#### Dataset entries ####

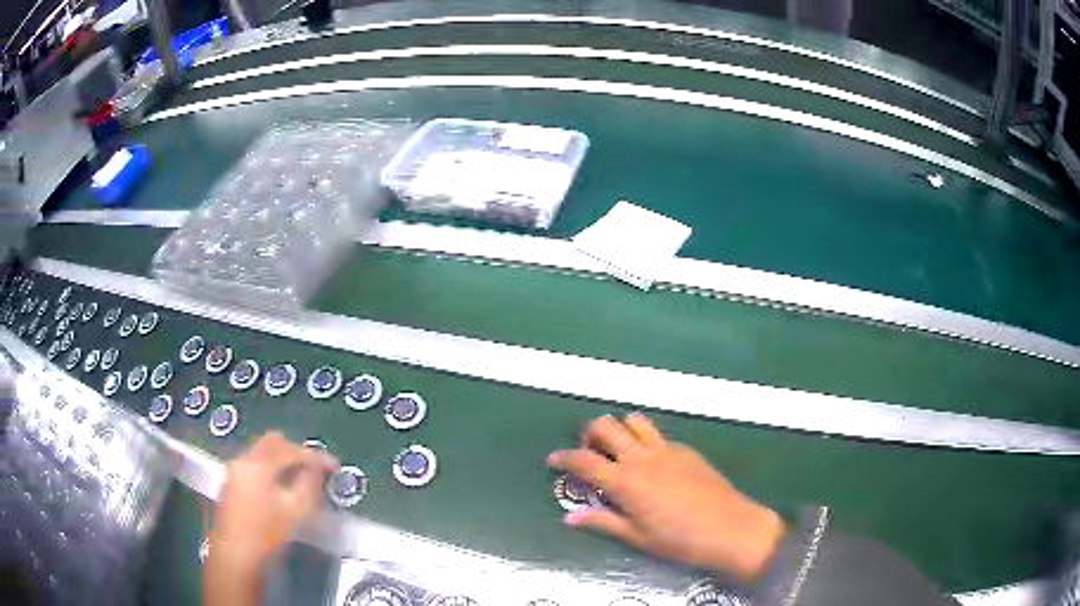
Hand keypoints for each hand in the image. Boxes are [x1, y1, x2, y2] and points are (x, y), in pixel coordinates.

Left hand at [210, 432, 337, 568]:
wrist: (237, 554)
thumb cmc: (268, 533)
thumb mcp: (296, 511)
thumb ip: (310, 484)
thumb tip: (317, 469)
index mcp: (258, 463)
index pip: (291, 450)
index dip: (315, 457)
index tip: (334, 467)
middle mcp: (243, 460)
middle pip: (273, 443)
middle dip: (296, 452)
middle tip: (316, 468)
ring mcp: (234, 471)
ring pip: (262, 454)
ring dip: (282, 461)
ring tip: (301, 478)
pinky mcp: (231, 484)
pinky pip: (255, 466)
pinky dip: (271, 470)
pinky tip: (280, 488)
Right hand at [547, 414, 784, 581]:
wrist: (729, 528)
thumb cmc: (678, 540)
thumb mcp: (636, 537)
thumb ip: (602, 522)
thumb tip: (570, 517)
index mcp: (625, 481)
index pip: (584, 461)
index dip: (564, 458)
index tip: (552, 460)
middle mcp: (642, 457)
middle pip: (606, 427)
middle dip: (589, 433)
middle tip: (588, 451)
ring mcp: (666, 449)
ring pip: (634, 420)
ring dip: (619, 428)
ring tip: (617, 449)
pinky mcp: (686, 449)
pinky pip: (658, 435)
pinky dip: (645, 440)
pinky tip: (651, 462)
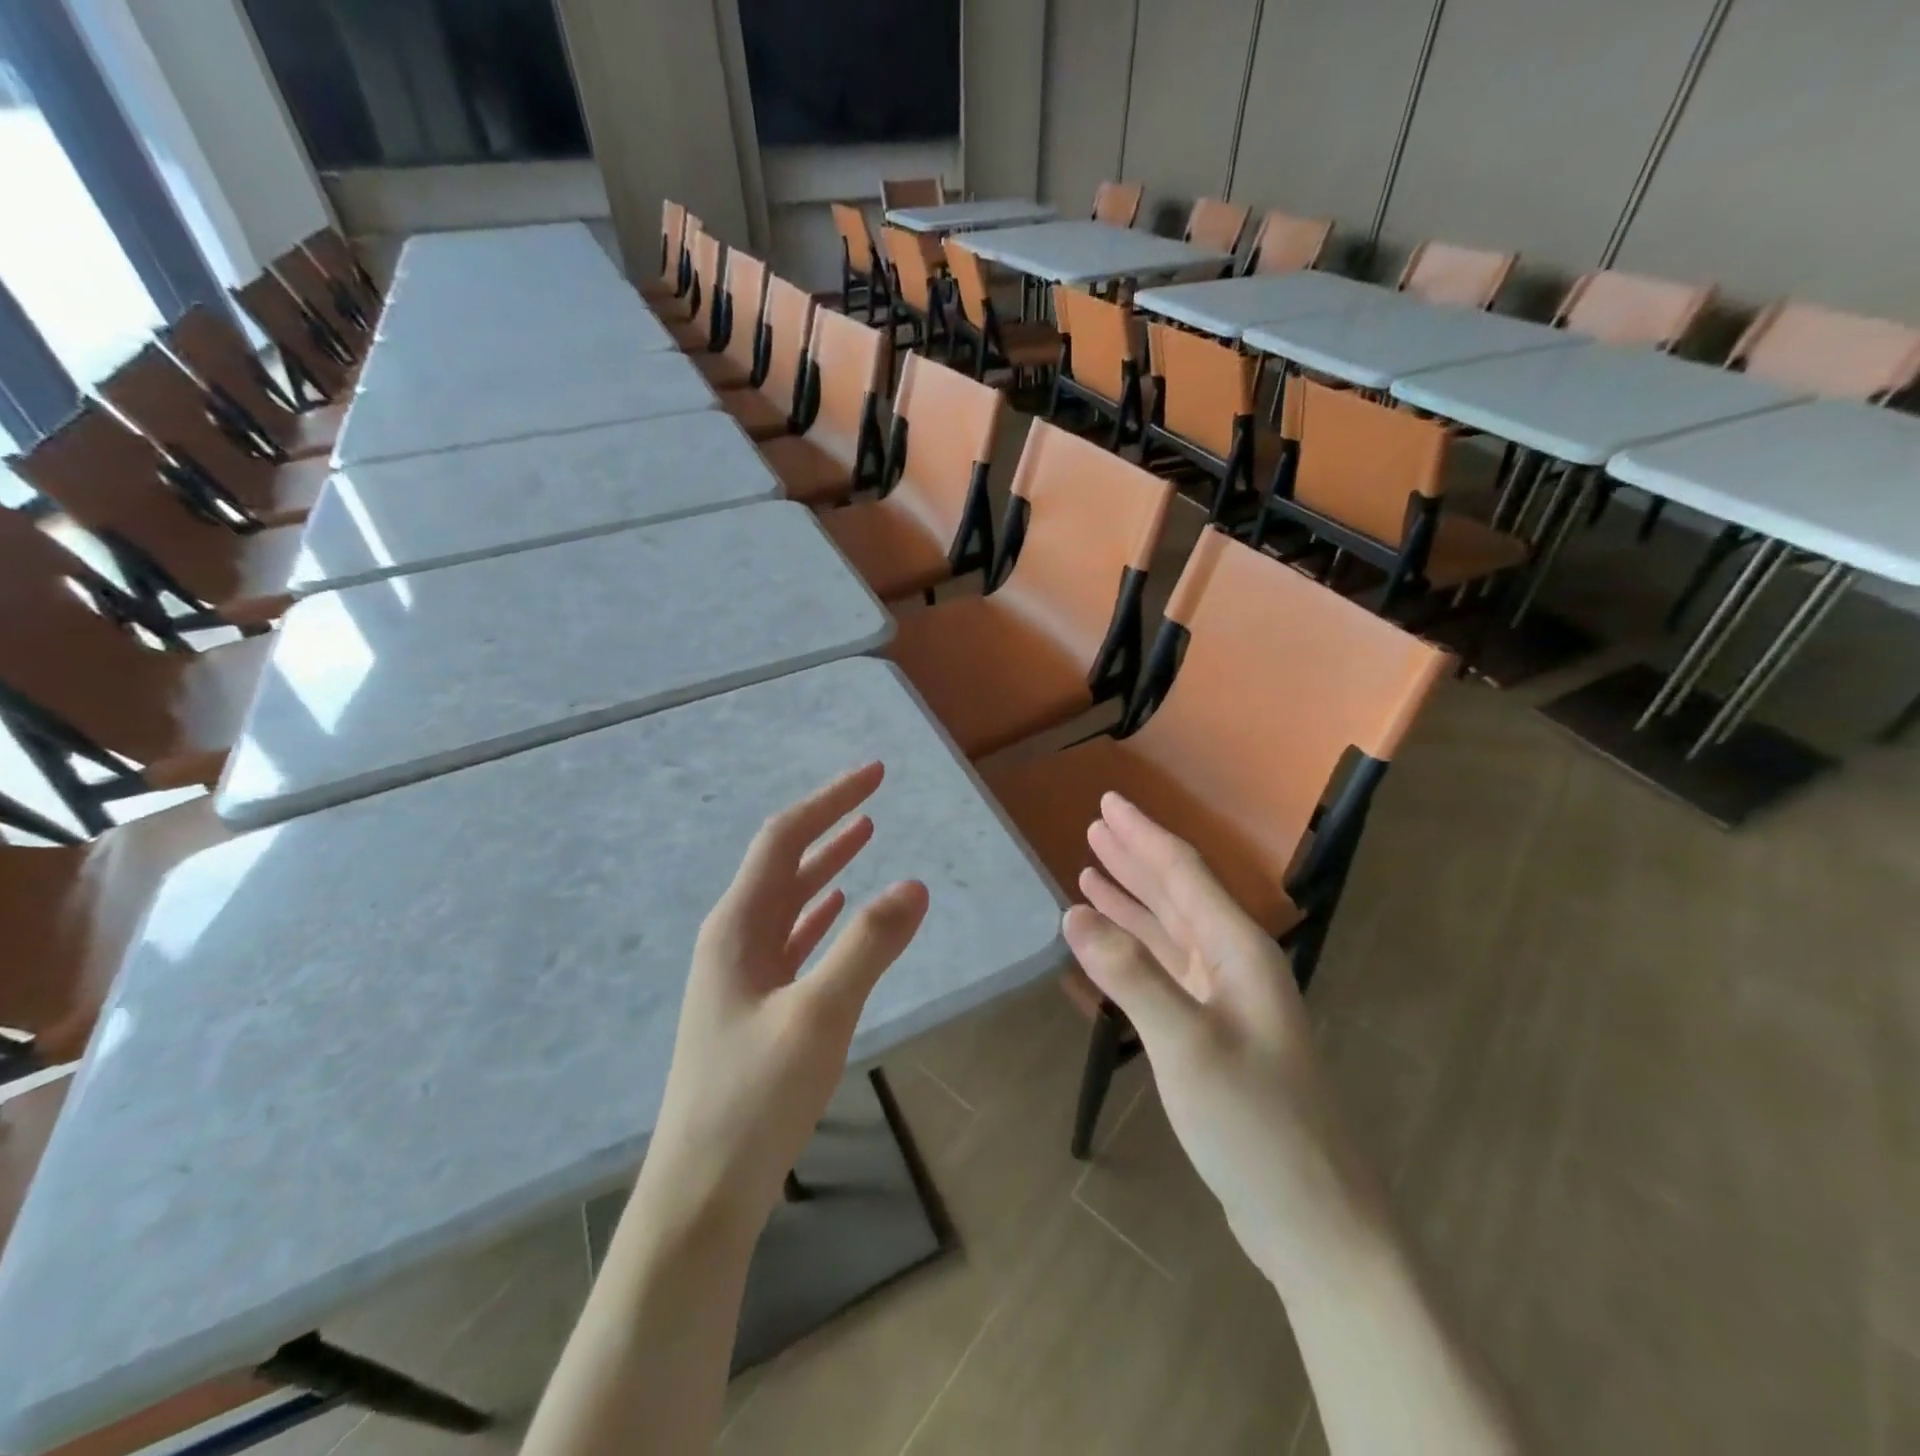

####

* [Work request]:
From the first line to the last, copy the records above exactly and leave out the pictures.

* [Answer area]:
Hand keypoints for each hand in the image. Boxes are [x1, y1, x2, y2] and points are (x, y), in pixel coordinates.

Left hand at [210, 432, 337, 568]:
wrist: (237, 554)
thumb cmc: (268, 533)
thumb mcp: (296, 511)
thumb ip: (310, 484)
thumb tip: (317, 469)
index mcp: (258, 463)
index pip: (291, 450)
index dip: (315, 457)
index tip: (334, 467)
middle mcp: (243, 460)
middle pip: (273, 443)
middle dip: (296, 452)
middle tip: (316, 468)
ring mcp: (234, 471)
ring pip: (262, 454)
ring dip: (282, 461)
ring tip: (301, 478)
pinky mcp: (231, 484)
pinky pip: (255, 466)
pinky dip: (271, 470)
pinky tip: (280, 488)
Right hand at [547, 414, 784, 581]:
wrist: (729, 528)
thumb cmc: (678, 540)
thumb mcp: (636, 537)
thumb ip: (602, 522)
thumb tip: (570, 517)
index mcp: (625, 481)
index pip: (584, 461)
index dip: (564, 458)
index tip: (552, 460)
middle mcp: (642, 457)
middle pip: (606, 427)
middle dip: (589, 433)
middle tip: (588, 451)
ring mcp: (666, 449)
ring pip: (634, 420)
ring dip: (619, 428)
ring tip: (617, 449)
pinky mcp: (686, 449)
pinky pip: (658, 435)
pinky dip: (645, 440)
pinky tip: (651, 462)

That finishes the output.